Gabija (also known as Gabieta, Gabeta) is the spirit of the fire in Lithuanian mythology. She is the protector of home and family. Her name is derived from gaubti (to cover, to protect). Gabija is only mentioned in a list of Lithuanian gods by the Christian theologian Jan Łasicki in his treatise on idolatry (published in 1615). She is found in Lithuanian folklore.
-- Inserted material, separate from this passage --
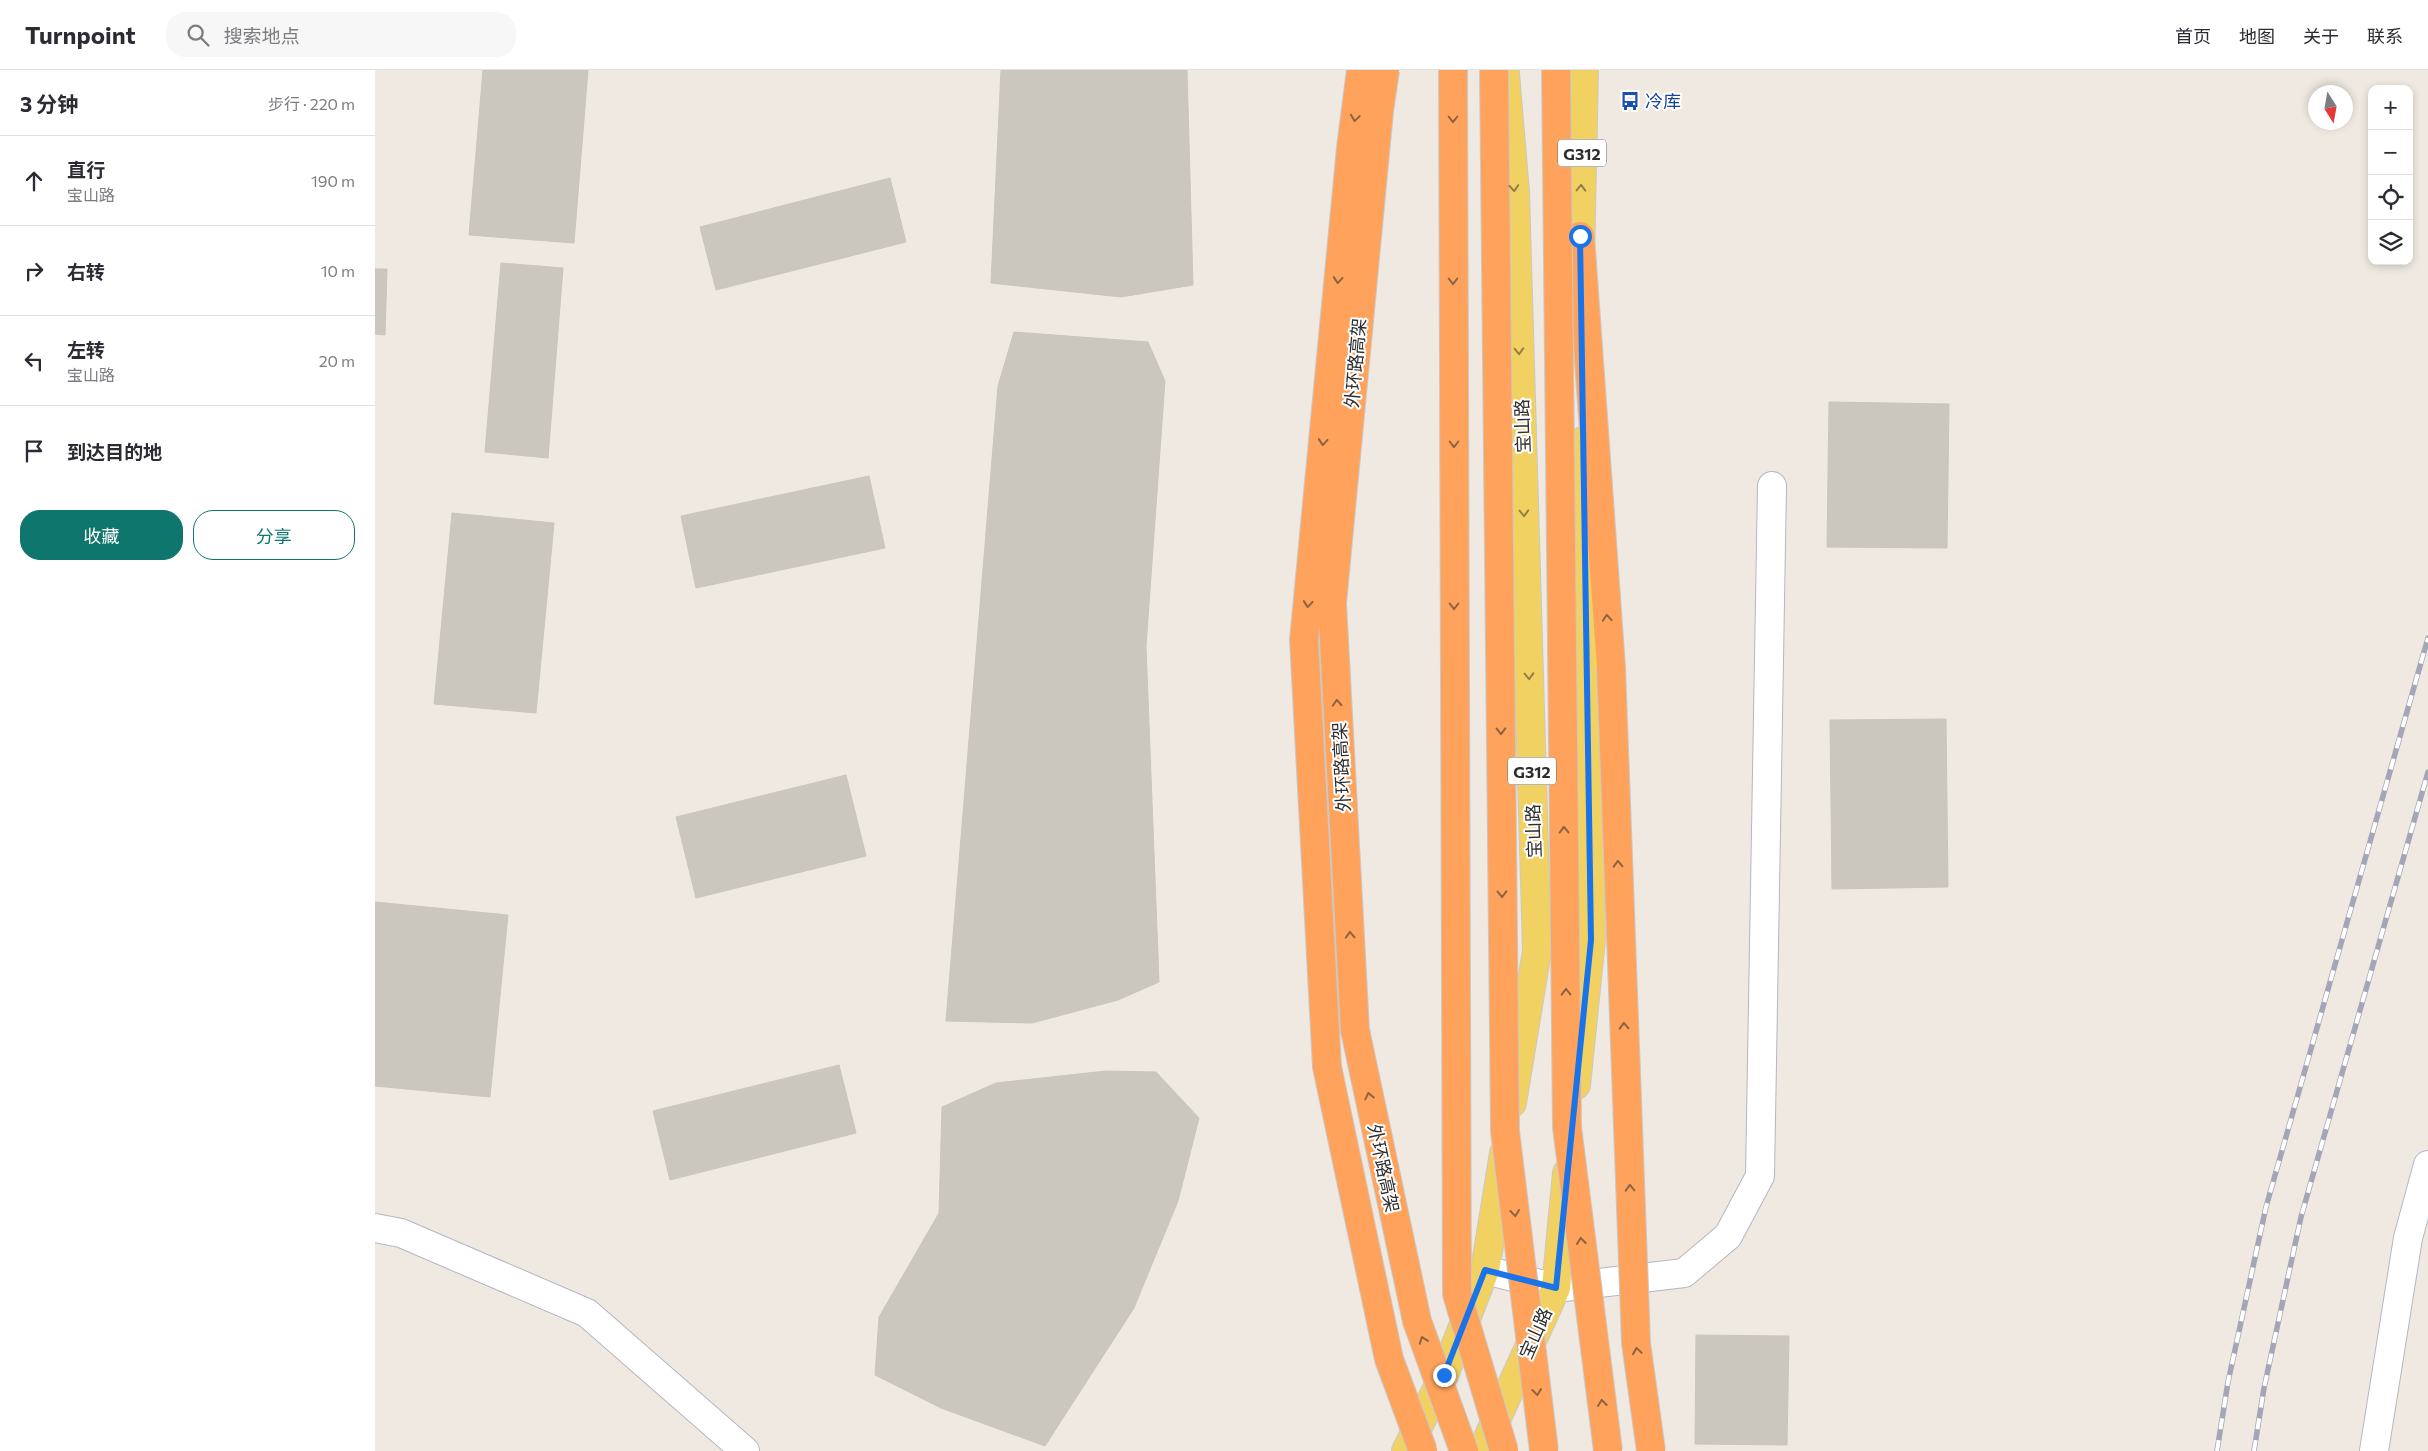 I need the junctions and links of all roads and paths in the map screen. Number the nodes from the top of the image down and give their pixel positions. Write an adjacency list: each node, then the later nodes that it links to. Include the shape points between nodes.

Gabija could take zoomorphic forms of a cat, stork or rooster, or she could appear as a woman clothed in red. Gabija was greatly respected and cared for like a living creature. People would feed Gabija by offering bread and salt. Fire had to be laid to bed – women would cover the charcoal with ashes every evening so that fire would not wander around. Just as Gabija was the protector of the house, the mother of the household was the protector of fire. Sometimes, a bowl of clean water would be left near the hearth so that Gabija could wash herself. Household fires were attributed to an angered or mistreated Gabija, whose flames would spread and "go for a walk" until she was satiated. Much folklore describes the ill fate of those who offended Gabija by stomping, spitting, or urinating on her.

Mama Gabija is the Lithuanian goddess of the home, hearth, and patron of their care. She most likely originates from Gabija.

In modern discussions of Lithuanian folklore, Gabija and Praurimė are often discussed as one and the same, with debates surrounding the authenticity of each deity and their respective domains. In particular, consensus on whether traditional Lithuanian fire priestesses (Lithuanian: vaidilutės) primarily served Gabija or Praurimė is mixed.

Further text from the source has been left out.